Quantitative variables that met parametric assumptions were expressed as mean ± standard deviation (SD), whereas those that did not were presented as median (interquartile range). Categorical variables are expressed as number (percentage). Values marked with an asterisk (*) are statistically significant.
ICIQ-SF, International Consultation on Incontinence Questionnaire-Short Form; PSA, prostate-spesific antigen; PV, prostate volume.
Within-Group and Between-Group Comparisons of Clinical and Functional Outcomes
Comparison of pre- and postoperative functional outcomes demonstrated significant improvements in Qmax and IPSS, as well as a significant reduction in PVR, in both HoLEP and B-TURP groups (all P < .001). Among these outcomes, only the increase in Qmax was significantly greater in the HoLEP group compared to the B-TURP group (P = .025). IIEF-5 scores did not change significantly in either group (P = .393 and P = .195, respectively), and no intergroup difference was observed (P = .212).

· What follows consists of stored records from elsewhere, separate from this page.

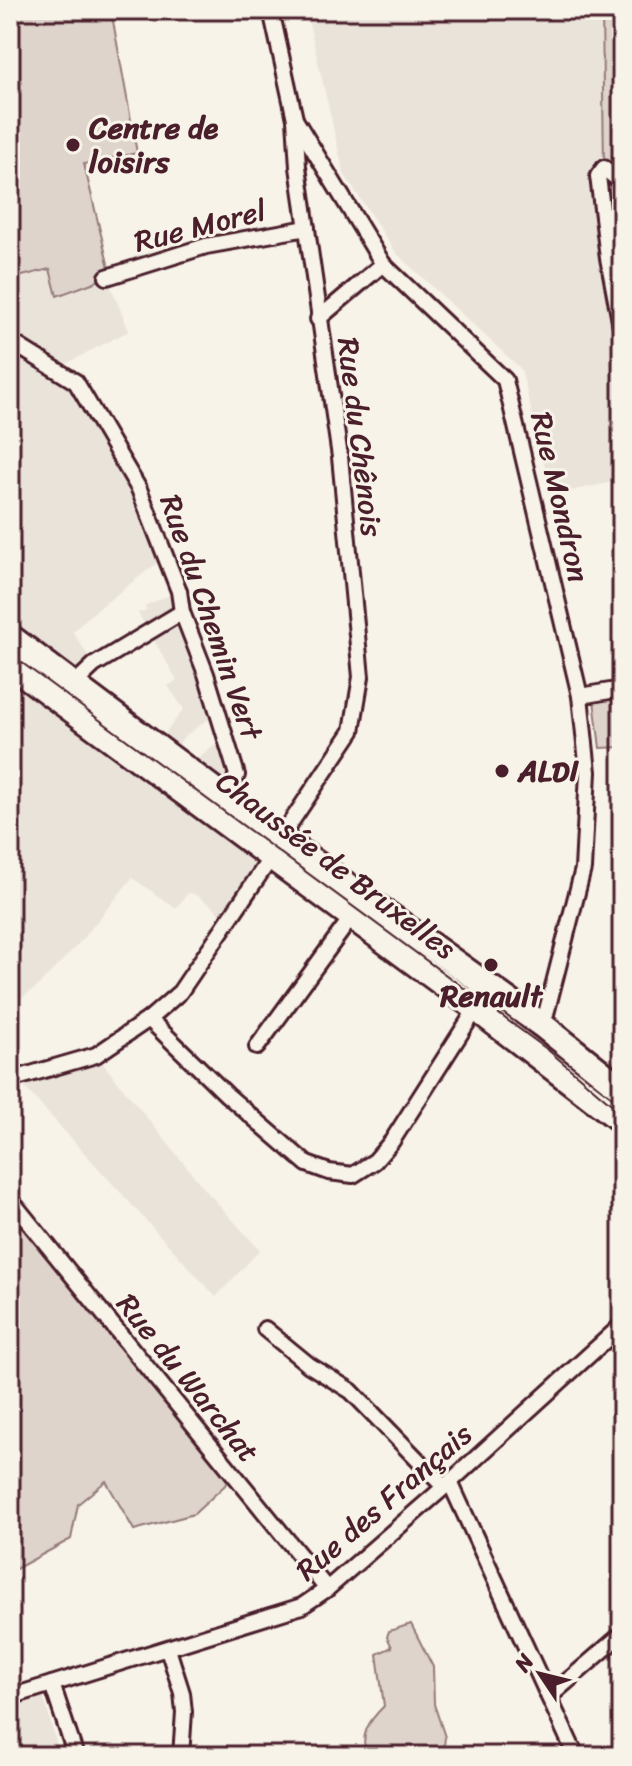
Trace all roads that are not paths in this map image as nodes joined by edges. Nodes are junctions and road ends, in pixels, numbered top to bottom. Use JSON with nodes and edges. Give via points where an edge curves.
{"nodes":[{"id":1,"x":271,"y":10,"type":"edge"},
{"id":2,"x":295,"y":119,"type":"junction"},
{"id":3,"x":622,"y":183,"type":"edge"},
{"id":4,"x":307,"y":228,"type":"junction"},
{"id":5,"x":383,"y":264,"type":"junction"},
{"id":6,"x":107,"y":277,"type":"dead end"},
{"id":7,"x":318,"y":319,"type":"junction"},
{"id":8,"x":622,"y":332,"type":"edge"},
{"id":9,"x":10,"y":341,"type":"edge"},
{"id":10,"x":182,"y":612,"type":"junction"},
{"id":11,"x":10,"y":637,"type":"edge"},
{"id":12,"x":10,"y":664,"type":"edge"},
{"id":13,"x":73,"y":685,"type":"junction"},
{"id":14,"x":622,"y":689,"type":"edge"},
{"id":15,"x":580,"y":696,"type":"junction"},
{"id":16,"x":222,"y":808,"type":"junction"},
{"id":17,"x":276,"y":848,"type":"junction"},
{"id":18,"x":359,"y":907,"type":"junction"},
{"id":19,"x":476,"y":1009,"type":"junction"},
{"id":20,"x":149,"y":1019,"type":"junction"},
{"id":21,"x":542,"y":1025,"type":"junction"},
{"id":22,"x":257,"y":1047,"type":"dead end"},
{"id":23,"x":525,"y":1047,"type":"junction"},
{"id":24,"x":10,"y":1080,"type":"edge"},
{"id":25,"x":622,"y":1089,"type":"edge"},
{"id":26,"x":622,"y":1121,"type":"edge"},
{"id":27,"x":10,"y":1199,"type":"edge"},
{"id":28,"x":622,"y":1325,"type":"edge"},
{"id":29,"x":265,"y":1329,"type":"dead end"},
{"id":30,"x":447,"y":1484,"type":"junction"},
{"id":31,"x":327,"y":1589,"type":"junction"},
{"id":32,"x":622,"y":1634,"type":"edge"},
{"id":33,"x":168,"y":1649,"type":"junction"},
{"id":34,"x":52,"y":1684,"type":"junction"},
{"id":35,"x":10,"y":1697,"type":"edge"},
{"id":36,"x":549,"y":1697,"type":"junction"},
{"id":37,"x":76,"y":1756,"type":"edge"},
{"id":38,"x":181,"y":1756,"type":"edge"},
{"id":39,"x":576,"y":1756,"type":"edge"}],
"edges":[{"from":1,"to":2,"type":"street","name":"Rue du Chênois"},
{"from":2,"to":4,"type":"street","name":"Rue du Chênois"},
{"from":2,"to":5,"type":"street","name":"Rue Mondron"},
{"from":3,"to":8,"type":"street","via":[[604,168],[598,176]]},
{"from":4,"to":6,"type":"street","name":"Rue Morel","via":[[206,246]]},
{"from":4,"to":7,"type":"street","name":"Rue du Chênois"},
{"from":5,"to":7,"type":"street"},
{"from":5,"to":15,"type":"street","name":"Rue Mondron","via":[[505,380]]},
{"from":7,"to":17,"type":"street","name":"Rue du Chênois","via":[[340,457],[361,677],[352,731]]},
{"from":9,"to":10,"type":"street","name":"Rue du Chemin Vert","via":[[76,382],[139,489],[175,579]]},
{"from":10,"to":13,"type":"street","via":[[94,665]]},
{"from":10,"to":16,"type":"street","name":"Rue du Chemin Vert","via":[[237,775]]},
{"from":11,"to":13,"type":"main road","name":"Chaussée de Bruxelles"},
{"from":12,"to":16,"type":"main road","name":"Chaussée de Bruxelles"},
{"from":13,"to":16,"type":"main road","name":"Chaussée de Bruxelles"},
{"from":14,"to":15,"type":"street"},
{"from":15,"to":21,"type":"street","name":"Rue Mondron","via":[[588,772],[583,869]]},
{"from":16,"to":17,"type":"main road","name":"Chaussée de Bruxelles"},
{"from":17,"to":18,"type":"main road","name":"Chaussée de Bruxelles"},
{"from":17,"to":20,"type":"street","via":[[180,992]]},
{"from":18,"to":19,"type":"main road","name":"Chaussée de Bruxelles"},
{"from":18,"to":21,"type":"main road","name":"Chaussée de Bruxelles"},
{"from":18,"to":22,"type":"street"},
{"from":19,"to":20,"type":"street","via":[[392,1141],[353,1175],[307,1164]]},
{"from":19,"to":23,"type":"main road","name":"Chaussée de Bruxelles"},
{"from":20,"to":24,"type":"street","via":[[96,1055]]},
{"from":21,"to":23,"type":"street","name":"Rue Mondron"},
{"from":21,"to":25,"type":"main road","name":"Chaussée de Bruxelles"},
{"from":23,"to":26,"type":"main road","name":"Chaussée de Bruxelles"},
{"from":27,"to":31,"type":"street","name":"Rue du Warchat"},
{"from":28,"to":30,"type":"street","name":"Rue des Français"},
{"from":29,"to":30,"type":"street","via":[[351,1391]]},
{"from":30,"to":31,"type":"street","name":"Rue des Français"},
{"from":30,"to":36,"type":"street"},
{"from":31,"to":33,"type":"street","name":"Rue des Français","via":[[302,1606]]},
{"from":32,"to":36,"type":"street"},
{"from":33,"to":34,"type":"street","name":"Rue des Français"},
{"from":33,"to":38,"type":"street","via":[[182,1693]]},
{"from":34,"to":35,"type":"street","name":"Rue des Français"},
{"from":34,"to":37,"type":"street"},
{"from":36,"to":39,"type":"street"}]}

Regarding clinical parameters, postoperative hemoglobin levels decreased significantly in both groups compared to preoperative values (both P < .001); however, the extent of hemoglobin reduction did not differ significantly between groups (P = .494) (Table 2).
Table 2.
Within-Group Preoperative and Postoperative Comparisons and Between-Group Comparisons of Measurement Differences (Postoperative–Preoperative) in the HoLEP and TURP Groups
| Variables | HOLEP (n = 50) | B-TURP (n=50) | Comparison of Differences | ||||
|---|---|---|---|---|---|---|---|
| Pre-op | Post-op | p | Pre-op | Post-op | p | ||
| Qmax(mL/s) | 6.7 (11) | 21.5 (43.1) | <.001* | 6.5 (12) | 19.8(39.4) | <.001* | .025* |
| IPSS | 18 (17) | 4 (18) | <.001* | 18 (28) | 5 (18) | <.001* | .243 |
| IIEF-5 | 12 (20) | 11(15) | .393 | 10 (17) | 10.5 (15) | .195 | .212 |
| PVR(mL) | 100 (40) | 42.5 (10) | <.001* | 100 (40) | 45 (10) | <.001* | .591 |
| Hemoglobin(g/dL) | 14.7 (9) | 13.8 (6.9) | <.001* | 14.5 (8.5) | 13.6 (7.5) | <.001* | .494 |
HoLEP, group that underwent holmium laser enucleation of the prostate; B-TURP, group that underwent bipolar transurethral resection of the prostate.
Variables are presented as median (interquartile range).
Values marked with an asterisk (*) are statistically significant.
IIEF-5, International Index of Erectile Function-5 items; IPSS, Internatıonal Prostate Symptom Index; PVR, postvoidal residual urine; Qmax, peak urinary flow rate.
Discussion
In the present study, the preoperative and postoperative data as well as the clinical efficacy of B-TURP and HoLEP were comparatively evaluated in patients with prostate volumes <50 mL and LUTS. The analysis demonstrated that the HoLEP group achieved a higher weight and percentage of resected tissue compared to the B-TURP group, while hospital stay and catheterization duration were significantly shorter. Conversely, the HoLEP group was associated with longer operation times and greater irrigation fluid usage.
Functionally, both groups demonstrated significant postoperative improvements in Qmax and IPSS, accompanied by a marked reduction in PVR. In the intergroup comparison, only the increase in Qmax was significantly greater in the HoLEP group. Postoperatively, both groups exhibited an average hemoglobin decrease of approximately 1 g/dL at 24 hours, with no significant difference between them.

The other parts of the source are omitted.